What the task requires = Word for word, reproduce every line of the data.

Items from a data source =
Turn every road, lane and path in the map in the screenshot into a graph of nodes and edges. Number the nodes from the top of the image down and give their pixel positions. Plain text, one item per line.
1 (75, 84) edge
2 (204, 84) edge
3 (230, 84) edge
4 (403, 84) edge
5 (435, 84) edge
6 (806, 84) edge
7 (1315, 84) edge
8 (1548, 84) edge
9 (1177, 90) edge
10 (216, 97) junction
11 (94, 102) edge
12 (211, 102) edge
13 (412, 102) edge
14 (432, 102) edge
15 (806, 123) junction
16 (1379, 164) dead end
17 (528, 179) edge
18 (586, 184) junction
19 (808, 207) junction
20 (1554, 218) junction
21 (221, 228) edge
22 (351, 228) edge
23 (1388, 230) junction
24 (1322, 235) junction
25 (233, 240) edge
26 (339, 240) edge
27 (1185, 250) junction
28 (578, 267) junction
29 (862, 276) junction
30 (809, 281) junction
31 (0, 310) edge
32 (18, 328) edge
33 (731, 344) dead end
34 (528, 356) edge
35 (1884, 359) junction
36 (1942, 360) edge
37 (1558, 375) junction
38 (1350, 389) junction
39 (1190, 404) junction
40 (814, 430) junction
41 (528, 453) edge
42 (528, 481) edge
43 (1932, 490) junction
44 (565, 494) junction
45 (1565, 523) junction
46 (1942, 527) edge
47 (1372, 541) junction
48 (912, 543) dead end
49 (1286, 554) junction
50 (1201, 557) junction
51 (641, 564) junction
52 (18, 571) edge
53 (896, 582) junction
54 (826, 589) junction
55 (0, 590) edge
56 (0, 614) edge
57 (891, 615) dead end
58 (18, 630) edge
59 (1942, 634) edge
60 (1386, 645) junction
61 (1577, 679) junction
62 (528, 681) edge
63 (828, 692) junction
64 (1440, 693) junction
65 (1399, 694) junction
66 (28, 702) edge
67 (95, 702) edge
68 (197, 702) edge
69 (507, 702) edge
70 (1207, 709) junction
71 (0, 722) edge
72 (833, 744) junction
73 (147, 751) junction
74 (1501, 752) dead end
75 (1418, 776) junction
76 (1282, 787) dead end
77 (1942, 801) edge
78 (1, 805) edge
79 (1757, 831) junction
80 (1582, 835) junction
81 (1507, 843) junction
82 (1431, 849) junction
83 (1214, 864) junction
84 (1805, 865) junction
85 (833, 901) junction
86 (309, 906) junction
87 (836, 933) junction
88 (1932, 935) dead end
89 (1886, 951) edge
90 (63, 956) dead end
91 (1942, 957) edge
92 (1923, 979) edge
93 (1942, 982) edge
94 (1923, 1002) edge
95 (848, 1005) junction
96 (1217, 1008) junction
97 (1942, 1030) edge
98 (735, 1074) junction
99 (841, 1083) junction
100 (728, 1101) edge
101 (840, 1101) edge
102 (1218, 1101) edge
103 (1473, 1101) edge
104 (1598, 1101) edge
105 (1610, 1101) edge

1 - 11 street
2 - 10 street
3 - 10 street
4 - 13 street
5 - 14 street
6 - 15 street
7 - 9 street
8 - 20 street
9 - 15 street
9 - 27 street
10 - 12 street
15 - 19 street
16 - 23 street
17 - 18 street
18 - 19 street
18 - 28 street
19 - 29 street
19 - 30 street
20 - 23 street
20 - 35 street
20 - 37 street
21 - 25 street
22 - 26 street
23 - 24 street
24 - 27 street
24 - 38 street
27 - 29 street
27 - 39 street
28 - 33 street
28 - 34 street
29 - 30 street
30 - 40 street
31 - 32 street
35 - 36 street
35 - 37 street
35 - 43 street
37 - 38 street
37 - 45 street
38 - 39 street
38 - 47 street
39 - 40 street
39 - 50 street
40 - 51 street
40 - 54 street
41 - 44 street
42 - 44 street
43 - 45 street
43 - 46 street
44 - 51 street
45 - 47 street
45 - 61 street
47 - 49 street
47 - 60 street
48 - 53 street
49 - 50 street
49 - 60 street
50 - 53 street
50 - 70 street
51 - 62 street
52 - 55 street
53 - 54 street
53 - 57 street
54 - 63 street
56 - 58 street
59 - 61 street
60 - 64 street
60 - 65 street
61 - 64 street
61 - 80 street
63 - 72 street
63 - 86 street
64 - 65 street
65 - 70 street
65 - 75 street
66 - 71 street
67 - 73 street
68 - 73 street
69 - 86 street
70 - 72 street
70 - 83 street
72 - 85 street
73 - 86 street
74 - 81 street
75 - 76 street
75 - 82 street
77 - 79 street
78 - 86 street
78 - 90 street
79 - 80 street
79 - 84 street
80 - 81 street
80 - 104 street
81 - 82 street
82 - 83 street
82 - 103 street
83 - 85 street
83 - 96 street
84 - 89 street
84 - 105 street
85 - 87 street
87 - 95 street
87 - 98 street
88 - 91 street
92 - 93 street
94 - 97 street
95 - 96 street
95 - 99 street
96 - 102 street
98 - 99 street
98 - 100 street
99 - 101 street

Worked solution =
Turn every road, lane and path in the map in the screenshot into a graph of nodes and edges. Number the nodes from the top of the image down and give their pixel positions. Plain text, one item per line.
1 (75, 84) edge
2 (204, 84) edge
3 (230, 84) edge
4 (403, 84) edge
5 (435, 84) edge
6 (806, 84) edge
7 (1315, 84) edge
8 (1548, 84) edge
9 (1177, 90) edge
10 (216, 97) junction
11 (94, 102) edge
12 (211, 102) edge
13 (412, 102) edge
14 (432, 102) edge
15 (806, 123) junction
16 (1379, 164) dead end
17 (528, 179) edge
18 (586, 184) junction
19 (808, 207) junction
20 (1554, 218) junction
21 (221, 228) edge
22 (351, 228) edge
23 (1388, 230) junction
24 (1322, 235) junction
25 (233, 240) edge
26 (339, 240) edge
27 (1185, 250) junction
28 (578, 267) junction
29 (862, 276) junction
30 (809, 281) junction
31 (0, 310) edge
32 (18, 328) edge
33 (731, 344) dead end
34 (528, 356) edge
35 (1884, 359) junction
36 (1942, 360) edge
37 (1558, 375) junction
38 (1350, 389) junction
39 (1190, 404) junction
40 (814, 430) junction
41 (528, 453) edge
42 (528, 481) edge
43 (1932, 490) junction
44 (565, 494) junction
45 (1565, 523) junction
46 (1942, 527) edge
47 (1372, 541) junction
48 (912, 543) dead end
49 (1286, 554) junction
50 (1201, 557) junction
51 (641, 564) junction
52 (18, 571) edge
53 (896, 582) junction
54 (826, 589) junction
55 (0, 590) edge
56 (0, 614) edge
57 (891, 615) dead end
58 (18, 630) edge
59 (1942, 634) edge
60 (1386, 645) junction
61 (1577, 679) junction
62 (528, 681) edge
63 (828, 692) junction
64 (1440, 693) junction
65 (1399, 694) junction
66 (28, 702) edge
67 (95, 702) edge
68 (197, 702) edge
69 (507, 702) edge
70 (1207, 709) junction
71 (0, 722) edge
72 (833, 744) junction
73 (147, 751) junction
74 (1501, 752) dead end
75 (1418, 776) junction
76 (1282, 787) dead end
77 (1942, 801) edge
78 (1, 805) edge
79 (1757, 831) junction
80 (1582, 835) junction
81 (1507, 843) junction
82 (1431, 849) junction
83 (1214, 864) junction
84 (1805, 865) junction
85 (833, 901) junction
86 (309, 906) junction
87 (836, 933) junction
88 (1932, 935) dead end
89 (1886, 951) edge
90 (63, 956) dead end
91 (1942, 957) edge
92 (1923, 979) edge
93 (1942, 982) edge
94 (1923, 1002) edge
95 (848, 1005) junction
96 (1217, 1008) junction
97 (1942, 1030) edge
98 (735, 1074) junction
99 (841, 1083) junction
100 (728, 1101) edge
101 (840, 1101) edge
102 (1218, 1101) edge
103 (1473, 1101) edge
104 (1598, 1101) edge
105 (1610, 1101) edge

1 - 11 street
2 - 10 street
3 - 10 street
4 - 13 street
5 - 14 street
6 - 15 street
7 - 9 street
8 - 20 street
9 - 15 street
9 - 27 street
10 - 12 street
15 - 19 street
16 - 23 street
17 - 18 street
18 - 19 street
18 - 28 street
19 - 29 street
19 - 30 street
20 - 23 street
20 - 35 street
20 - 37 street
21 - 25 street
22 - 26 street
23 - 24 street
24 - 27 street
24 - 38 street
27 - 29 street
27 - 39 street
28 - 33 street
28 - 34 street
29 - 30 street
30 - 40 street
31 - 32 street
35 - 36 street
35 - 37 street
35 - 43 street
37 - 38 street
37 - 45 street
38 - 39 street
38 - 47 street
39 - 40 street
39 - 50 street
40 - 51 street
40 - 54 street
41 - 44 street
42 - 44 street
43 - 45 street
43 - 46 street
44 - 51 street
45 - 47 street
45 - 61 street
47 - 49 street
47 - 60 street
48 - 53 street
49 - 50 street
49 - 60 street
50 - 53 street
50 - 70 street
51 - 62 street
52 - 55 street
53 - 54 street
53 - 57 street
54 - 63 street
56 - 58 street
59 - 61 street
60 - 64 street
60 - 65 street
61 - 64 street
61 - 80 street
63 - 72 street
63 - 86 street
64 - 65 street
65 - 70 street
65 - 75 street
66 - 71 street
67 - 73 street
68 - 73 street
69 - 86 street
70 - 72 street
70 - 83 street
72 - 85 street
73 - 86 street
74 - 81 street
75 - 76 street
75 - 82 street
77 - 79 street
78 - 86 street
78 - 90 street
79 - 80 street
79 - 84 street
80 - 81 street
80 - 104 street
81 - 82 street
82 - 83 street
82 - 103 street
83 - 85 street
83 - 96 street
84 - 89 street
84 - 105 street
85 - 87 street
87 - 95 street
87 - 98 street
88 - 91 street
92 - 93 street
94 - 97 street
95 - 96 street
95 - 99 street
96 - 102 street
98 - 99 street
98 - 100 street
99 - 101 street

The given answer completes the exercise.